** Action item **
Return, without pictures, the lines from the start of the data through the one that contains "thumb tip: (248, 152)".

** Recorded data **
◆ ◆ ◆ ◆ ◆
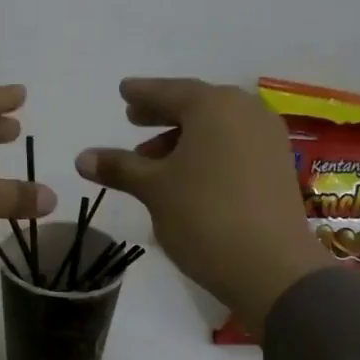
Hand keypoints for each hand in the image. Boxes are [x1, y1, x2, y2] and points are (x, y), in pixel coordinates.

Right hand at [77, 78, 330, 335]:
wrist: (271, 267)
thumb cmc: (204, 216)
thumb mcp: (154, 189)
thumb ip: (119, 167)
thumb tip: (82, 157)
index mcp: (214, 106)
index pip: (169, 91)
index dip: (143, 93)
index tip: (124, 91)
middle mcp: (246, 112)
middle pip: (196, 106)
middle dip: (163, 114)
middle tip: (134, 119)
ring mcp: (267, 140)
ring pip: (216, 129)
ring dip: (183, 139)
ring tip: (152, 159)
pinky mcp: (277, 167)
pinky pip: (234, 147)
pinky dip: (207, 153)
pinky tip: (187, 177)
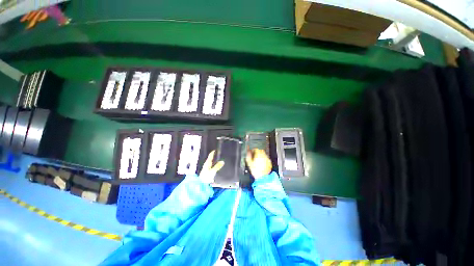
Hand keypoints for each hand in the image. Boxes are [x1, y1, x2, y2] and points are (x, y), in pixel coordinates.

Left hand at [199, 150, 224, 183]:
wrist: (201, 184)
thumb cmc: (206, 177)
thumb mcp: (213, 171)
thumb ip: (217, 166)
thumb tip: (222, 161)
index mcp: (207, 163)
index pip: (210, 155)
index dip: (213, 152)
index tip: (216, 149)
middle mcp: (207, 165)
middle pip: (211, 159)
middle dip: (215, 156)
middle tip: (219, 154)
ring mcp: (207, 169)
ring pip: (212, 163)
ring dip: (215, 161)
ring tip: (220, 159)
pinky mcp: (208, 173)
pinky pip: (212, 167)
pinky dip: (215, 165)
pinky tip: (218, 167)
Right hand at [246, 149, 271, 179]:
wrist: (262, 177)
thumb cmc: (256, 171)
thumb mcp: (249, 163)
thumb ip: (248, 156)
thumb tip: (248, 152)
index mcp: (259, 155)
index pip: (256, 149)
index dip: (252, 150)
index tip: (251, 152)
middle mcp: (264, 156)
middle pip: (260, 151)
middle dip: (257, 153)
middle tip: (254, 156)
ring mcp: (267, 159)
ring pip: (263, 155)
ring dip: (260, 156)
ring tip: (257, 161)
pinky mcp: (269, 163)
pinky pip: (266, 159)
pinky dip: (263, 160)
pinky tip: (261, 164)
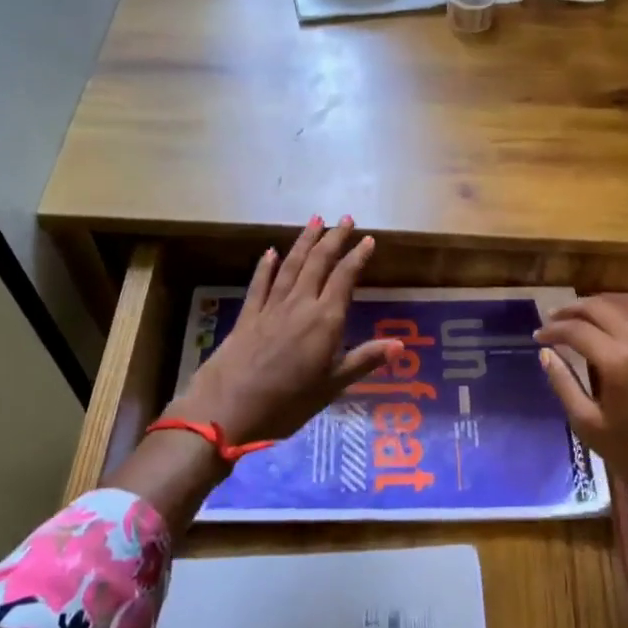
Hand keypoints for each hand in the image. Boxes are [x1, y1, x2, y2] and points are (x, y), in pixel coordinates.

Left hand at [170, 218, 401, 444]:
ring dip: (304, 242)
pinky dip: (266, 267)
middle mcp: (299, 305)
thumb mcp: (332, 387)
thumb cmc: (287, 403)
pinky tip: (270, 252)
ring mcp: (270, 308)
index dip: (357, 257)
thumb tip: (400, 345)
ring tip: (314, 220)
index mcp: (325, 321)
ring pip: (291, 266)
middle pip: (318, 264)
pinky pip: (260, 285)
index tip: (368, 239)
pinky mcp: (247, 317)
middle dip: (333, 239)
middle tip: (346, 219)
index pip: (344, 279)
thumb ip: (364, 360)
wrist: (227, 409)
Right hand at [535, 297, 627, 499]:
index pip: (577, 329)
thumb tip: (546, 354)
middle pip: (602, 308)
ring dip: (593, 317)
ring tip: (571, 331)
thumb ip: (564, 385)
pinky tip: (599, 348)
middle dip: (573, 310)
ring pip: (621, 317)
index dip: (553, 329)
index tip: (536, 337)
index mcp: (618, 361)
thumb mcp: (590, 425)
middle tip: (550, 320)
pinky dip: (611, 330)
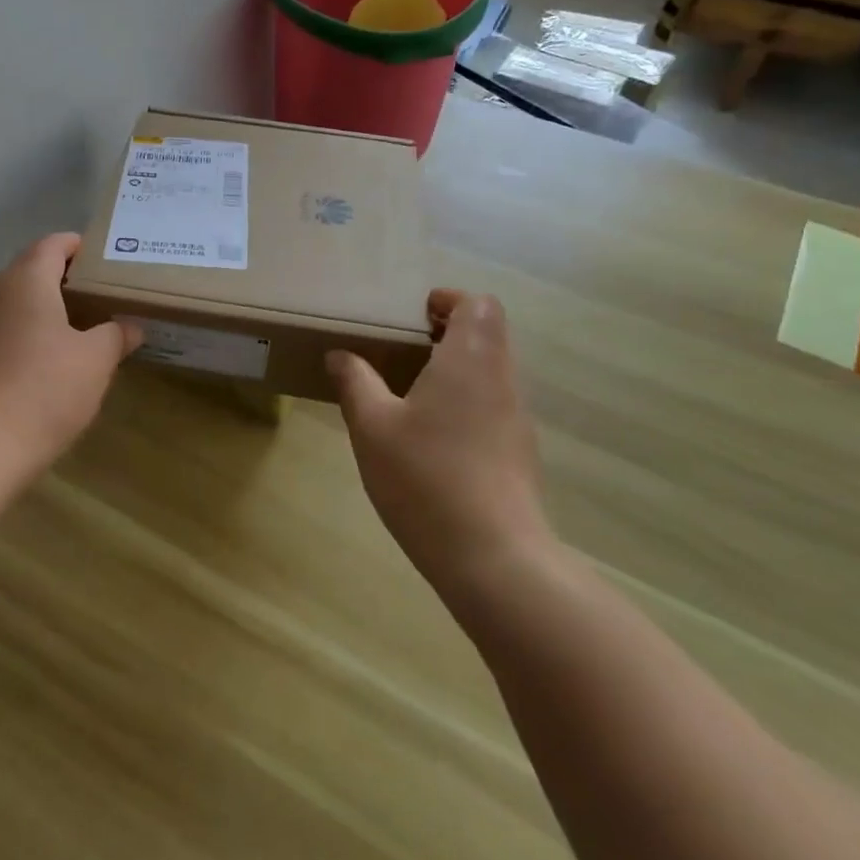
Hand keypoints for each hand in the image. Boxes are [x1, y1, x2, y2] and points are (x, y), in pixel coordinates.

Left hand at [0, 233, 140, 470]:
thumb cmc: (45, 388)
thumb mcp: (96, 361)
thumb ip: (116, 335)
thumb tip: (130, 326)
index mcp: (26, 280)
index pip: (53, 245)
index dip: (78, 247)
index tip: (102, 261)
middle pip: (30, 273)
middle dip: (62, 282)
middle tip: (97, 301)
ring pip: (11, 305)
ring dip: (39, 312)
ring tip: (73, 334)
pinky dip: (20, 338)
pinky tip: (39, 366)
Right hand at [327, 290, 553, 607]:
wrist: (493, 558)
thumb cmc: (426, 478)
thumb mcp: (372, 426)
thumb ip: (355, 382)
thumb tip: (341, 355)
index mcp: (471, 360)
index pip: (479, 304)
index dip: (448, 301)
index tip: (412, 317)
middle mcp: (502, 380)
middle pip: (488, 334)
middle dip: (446, 333)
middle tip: (400, 351)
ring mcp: (517, 419)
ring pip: (491, 372)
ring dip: (455, 369)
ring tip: (408, 393)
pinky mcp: (519, 453)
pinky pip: (493, 406)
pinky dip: (465, 403)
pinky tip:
◆ ◆ ◆ ◆ ◆
** Exercise answer **
Hand keypoints for each hand in the image. Boxes are [x1, y1, x2, y2] and points are (x, y), in pixel coordinates.

Right hand at [77, 78, 330, 335]:
wrist: (271, 267)
thumb cmc: (204, 216)
thumb mcp: (154, 189)
thumb ip: (119, 167)
thumb tip: (82, 157)
index mcp: (214, 106)
index pip: (169, 91)
index dip: (143, 93)
index tip: (124, 91)
middle mcp: (246, 112)
middle pip: (196, 106)
middle dip: (163, 114)
middle tip: (134, 119)
ring mcp: (267, 140)
ring pip: (216, 129)
ring dip: (183, 139)
ring tip: (152, 159)
pinky mcp: (277, 167)
pinky pip: (234, 147)
pinky dip: (207, 153)
pinky tip: (187, 177)
Hand keypoints for each hand in the image. Boxes are [x1, y1, x2, y2] and points are (x, y), in pixel coordinates.

Left hand at [199, 150, 224, 183]:
wrist: (201, 184)
thumb cmc: (206, 177)
thumb mcp: (213, 171)
thumb ip: (217, 166)
thumb tip: (222, 161)
index mcp: (207, 163)
index pip: (210, 155)
index dip: (213, 152)
index tip: (216, 149)
middle mcp: (207, 165)
middle pip: (211, 159)
middle dip: (215, 156)
middle tip: (219, 154)
ring mcp: (207, 169)
ring pip: (212, 163)
ring dip: (215, 161)
ring tip: (220, 159)
pinky mcp: (208, 173)
pinky pip: (212, 167)
pinky dip: (215, 165)
pinky tip: (218, 167)
Right hand at [246, 149, 271, 179]:
wrist: (262, 177)
thumb cmc: (256, 171)
thumb mcp: (249, 163)
thumb ip: (248, 156)
thumb tip: (248, 152)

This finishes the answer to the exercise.